Trust is integral to establishing legitimacy, and legitimacy cannot be assumed; it needs to be earned. You can earn legitimacy for your partnership by engaging many different voices in strategy conversations. Make sure that people across the region understand why the current strategy needs to be reviewed or refined, and then be clear that the partnership itself is not determining the strategy but leading a process to develop the strategy. One tool that can help is our Public Narrative Toolkit, which walks through ways to motivate and engage people to lead collaborative action. When many people are involved in strategy conversations and their views inform the resultant strategy, they are better able to trust the partnership to pull all that diverse thinking together into something coherent.

Pitfall #3: The partnership fails to attain broader influence because it is overly focused on the issues its members can most directly control.

Self-help books tend to advise focusing on those aspects of our lives that we can control. This is not good advice for leading health transformation. That’s because the most functional multisector partnerships directly control very little—and what they can control themselves will usually have limited impact.

Here, we use “control” to refer to the direct implementation of programs by the partnership. While many multisector partnerships implement some programs, they also play important convening and connecting roles in their community. Through their convening role, they facilitate dialogues to help participants in the partnership, other stakeholders in the region, and even other partnerships in the region, arrive at a shared vision for regional transformation, and determine the portfolio of programs and policies that can make that vision a reality. All of the players have important roles to play in the implementation of a broad portfolio. These include redesigning, prototyping, testing, and imagining new ways of enabling health. No single group could manage all of those roles alone.

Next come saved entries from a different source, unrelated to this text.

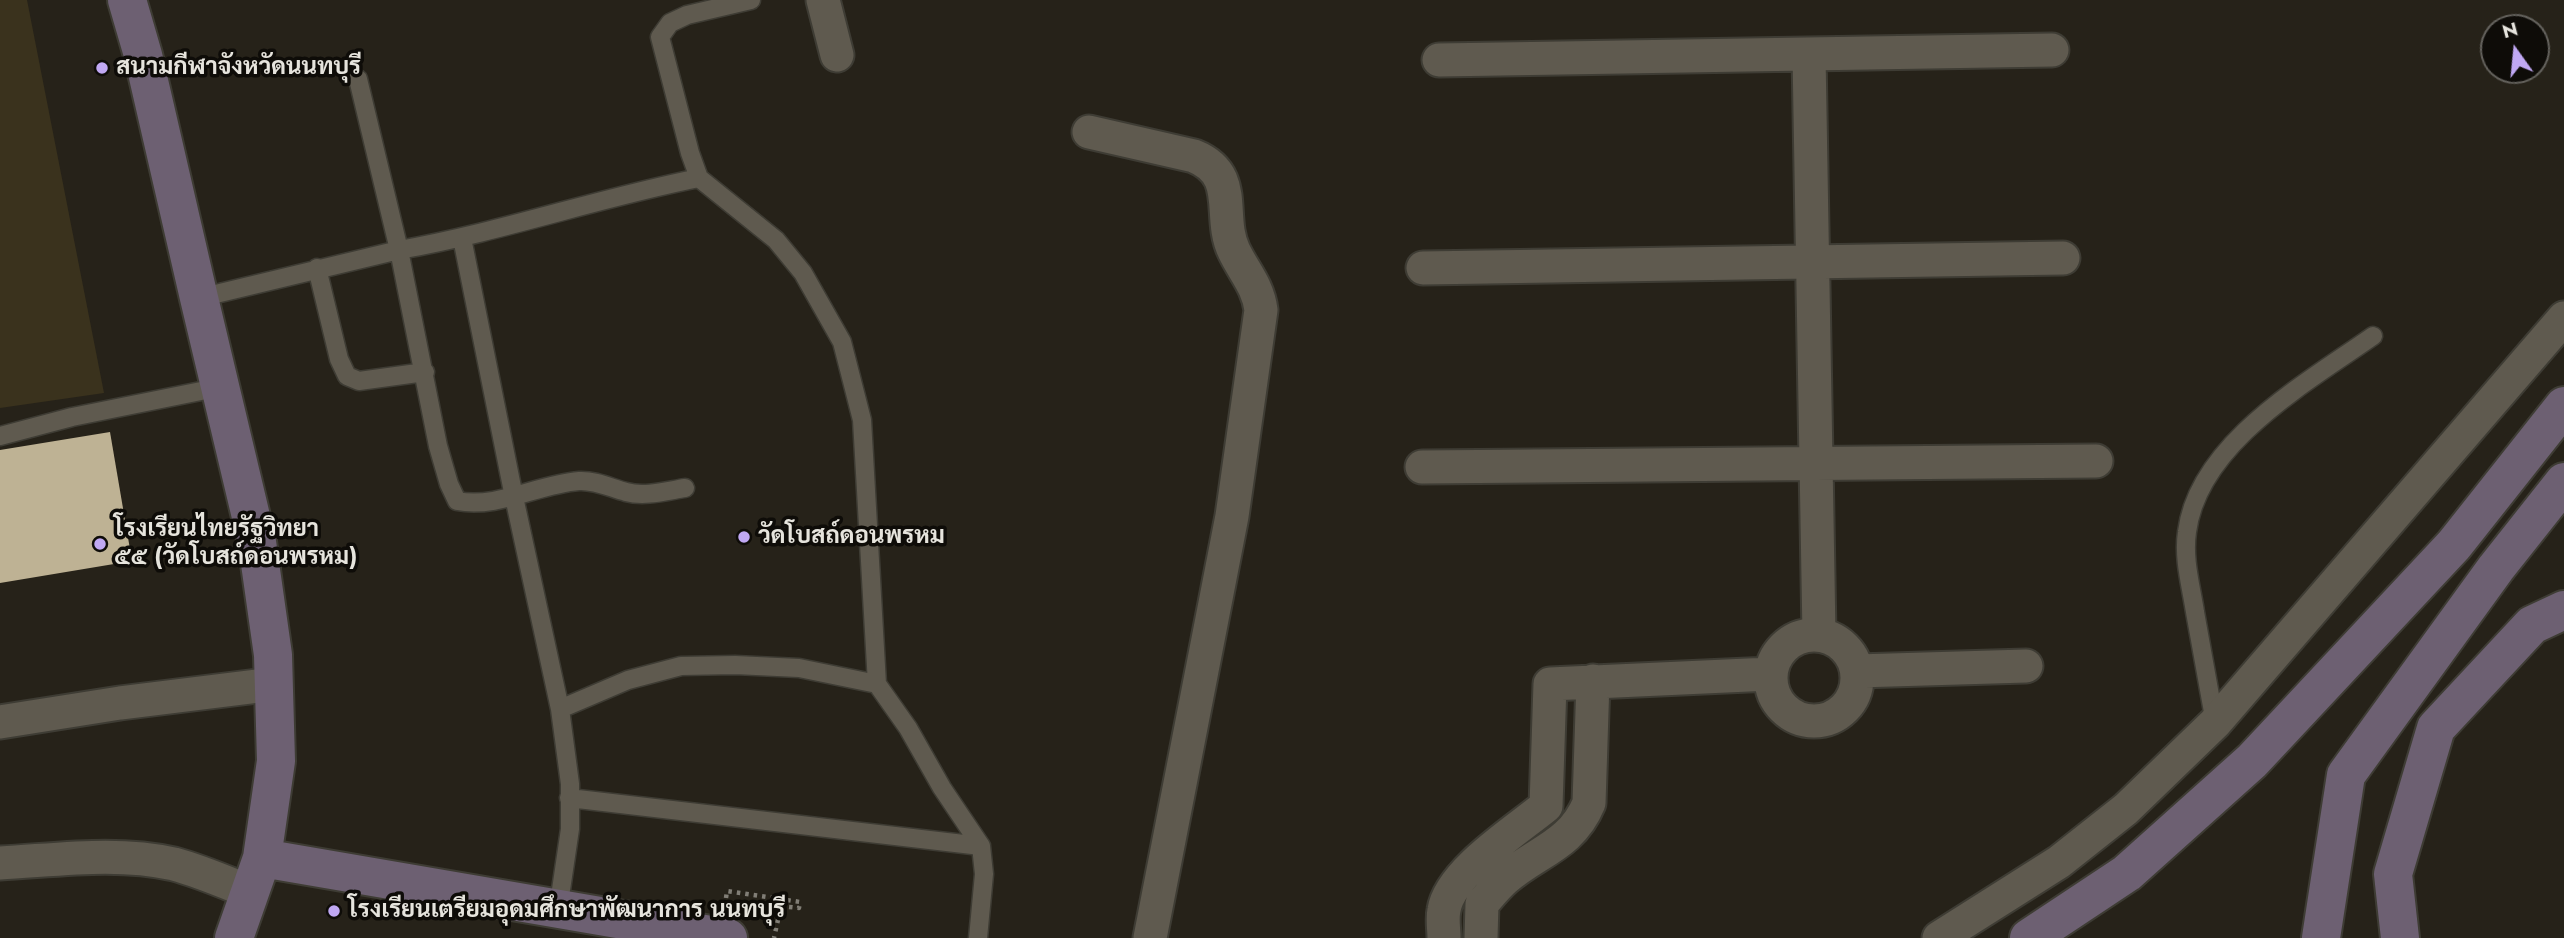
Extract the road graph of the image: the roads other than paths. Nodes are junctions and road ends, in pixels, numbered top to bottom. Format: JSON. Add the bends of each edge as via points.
{"nodes":[{"id":1,"x":127,"y":0,"type":"edge"},
{"id":2,"x":751,"y":0,"type":"edge"},
{"id":3,"x":823,"y":0,"type":"edge"},
{"id":4,"x":2052,"y":50,"type":"dead end"},
{"id":5,"x":1809,"y":54,"type":"junction"},
{"id":6,"x":837,"y":55,"type":"dead end"},
{"id":7,"x":1438,"y":60,"type":"dead end"},
{"id":8,"x":358,"y":79,"type":"dead end"},
{"id":9,"x":1089,"y":132,"type":"dead end"},
{"id":10,"x":699,"y":178,"type":"junction"},
{"id":11,"x":463,"y":238,"type":"junction"},
{"id":12,"x":399,"y":250,"type":"junction"},
{"id":13,"x":2063,"y":258,"type":"dead end"},
{"id":14,"x":1813,"y":262,"type":"junction"},
{"id":15,"x":317,"y":268,"type":"junction"},
{"id":16,"x":1423,"y":268,"type":"dead end"},
{"id":17,"x":198,"y":298,"type":"junction"},
{"id":18,"x":2564,"y":318,"type":"edge"},
{"id":19,"x":2373,"y":336,"type":"dead end"},
{"id":20,"x":425,"y":372,"type":"junction"},
{"id":21,"x":220,"y":387,"type":"junction"},
{"id":22,"x":2564,"y":406,"type":"edge"},
{"id":23,"x":0,"y":436,"type":"edge"},
{"id":24,"x":2096,"y":461,"type":"dead end"},
{"id":25,"x":1816,"y":463,"type":"junction"},
{"id":26,"x":1422,"y":467,"type":"dead end"},
{"id":27,"x":2564,"y":482,"type":"edge"},
{"id":28,"x":685,"y":488,"type":"dead end"},
{"id":29,"x":514,"y":496,"type":"junction"},
{"id":30,"x":2548,"y":618,"type":"edge"},
{"id":31,"x":1819,"y":635,"type":"junction"},
{"id":32,"x":2026,"y":666,"type":"dead end"},
{"id":33,"x":1857,"y":671,"type":"junction"},
{"id":34,"x":1770,"y":674,"type":"junction"},
{"id":35,"x":1593,"y":681,"type":"junction"},
{"id":36,"x":274,"y":684,"type":"junction"},
{"id":37,"x":877,"y":684,"type":"junction"},
{"id":38,"x":560,"y":709,"type":"junction"},
{"id":39,"x":0,"y":722,"type":"edge"},
{"id":40,"x":2215,"y":723,"type":"junction"},
{"id":41,"x":569,"y":798,"type":"junction"},
{"id":42,"x":981,"y":846,"type":"junction"},
{"id":43,"x":0,"y":863,"type":"edge"},
{"id":44,"x":256,"y":875,"type":"junction"},
{"id":45,"x":558,"y":910,"type":"junction"},
{"id":46,"x":675,"y":934,"type":"edge"},
{"id":47,"x":234,"y":938,"type":"edge"},
{"id":48,"x":728,"y":938,"type":"edge"},
{"id":49,"x":978,"y":938,"type":"edge"},
{"id":50,"x":1150,"y":938,"type":"edge"},
{"id":51,"x":1444,"y":938,"type":"edge"},
{"id":52,"x":1482,"y":938,"type":"edge"},
{"id":53,"x":1939,"y":938,"type":"edge"},
{"id":54,"x":2029,"y":938,"type":"edge"},
{"id":55,"x":2321,"y":938,"type":"edge"},
{"id":56,"x":2400,"y":938,"type":"edge"}],
"edges":[{"from":1,"to":17,"type":"main road"},
{"from":2,"to":10,"type":"lane","via":[[687,15],[670,23],[660,37]]},
{"from":3,"to":6,"type":"street"},
{"from":4,"to":5,"type":"street"},
{"from":5,"to":7,"type":"street"},
{"from":5,"to":14,"type":"street"},
{"from":8,"to":12,"type":"lane"},
{"from":9,"to":50,"type":"street","via":[[1208,162],[1222,181],[1233,251],[1259,295],[1261,310],[1231,516]]},
{"from":10,"to":11,"type":"lane"},
{"from":10,"to":37,"type":"lane","via":[[776,240],[803,274],[842,342],[862,420]]},
{"from":11,"to":12,"type":"lane"},
{"from":11,"to":29,"type":"lane"},
{"from":12,"to":15,"type":"lane"},
{"from":12,"to":20,"type":"lane"},
{"from":13,"to":14,"type":"street"},
{"from":14,"to":16,"type":"street"},
{"from":14,"to":25,"type":"street"},
{"from":15,"to":17,"type":"lane"},
{"from":15,"to":20,"type":"lane","via":[[346,376],[359,381]]},
{"from":17,"to":21,"type":"main road"},
{"from":18,"to":40,"type":"street"},
{"from":19,"to":40,"type":"lane","via":[[2276,405],[2220,457],[2200,487],[2187,532],[2187,565]]},
{"from":20,"to":29,"type":"lane","via":[[438,446],[457,501]]},
{"from":21,"to":23,"type":"lane"},
{"from":21,"to":36,"type":"main road","via":[[257,542]]},
{"from":22,"to":54,"type":"main road","via":[[2454,545],[2252,761],[2127,873]]},
{"from":24,"to":25,"type":"street"},
{"from":25,"to":26,"type":"street"},
{"from":25,"to":31,"type":"street"},
{"from":27,"to":55,"type":"main road","via":[[2346,775]]},
{"from":28,"to":29,"type":"lane","via":[[628,493],[582,481]]},
{"from":29,"to":38,"type":"lane"},
{"from":30,"to":56,"type":"main road","via":[[2436,728],[2393,874]]},
{"from":31,"to":33,"type":"street","via":[[1844,647]]},
{"from":31,"to":34,"type":"street","via":[[1792,640],[1781,649]]},
{"from":32,"to":33,"type":"street"},
{"from":33,"to":34,"type":"street","via":[[1856,686],[1842,710],[1815,721],[1800,719],[1782,708]]},
{"from":34,"to":35,"type":"street"},
{"from":35,"to":51,"type":"street","via":[[1550,684],[1546,806],[1456,883],[1444,909]]},
{"from":35,"to":52,"type":"street","via":[[1589,803],[1582,820],[1569,835],[1505,879],[1482,904]]},
{"from":36,"to":39,"type":"street"},
{"from":36,"to":44,"type":"main road","via":[[276,761]]},
{"from":37,"to":38,"type":"lane","via":[[799,668],[681,666],[628,680]]},
{"from":37,"to":42,"type":"lane"},
{"from":38,"to":41,"type":"lane"},
{"from":40,"to":53,"type":"street","via":[[2126,809],[2059,862]]},
{"from":41,"to":42,"type":"lane"},
{"from":41,"to":45,"type":"lane","via":[[570,829]]},
{"from":42,"to":49,"type":"lane","via":[[984,874]]},
{"from":43,"to":44,"type":"street","via":[[111,857],[172,864],[208,875]]},
{"from":44,"to":45,"type":"main road"},
{"from":44,"to":47,"type":"main road"},
{"from":45,"to":46,"type":"main road"},
{"from":46,"to":48,"type":"main road"}]}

An effective multisector partnership works best by leveraging relationships and suggesting, prompting, encouraging, inspiring, or influencing others to take action. Think about the strengths of your partnership and all of the sectors that are reflected in the membership. Consider how these sectors can best work together. What will empower them to achieve more? How can your partnership support and encourage many groups to lead in support of your shared strategy?

It is commonplace for a strategy to become just a clever theory on paper, sitting on a shelf collecting dust. If you are nodding to yourself, wondering why that might be the case for your work, consider whether your partnership has been felled by any of these pitfalls. Could more effective stewardship strengthen your partnership’s effort to create a comprehensive strategy? Let us know what you think! Comment below or email us at [email protected].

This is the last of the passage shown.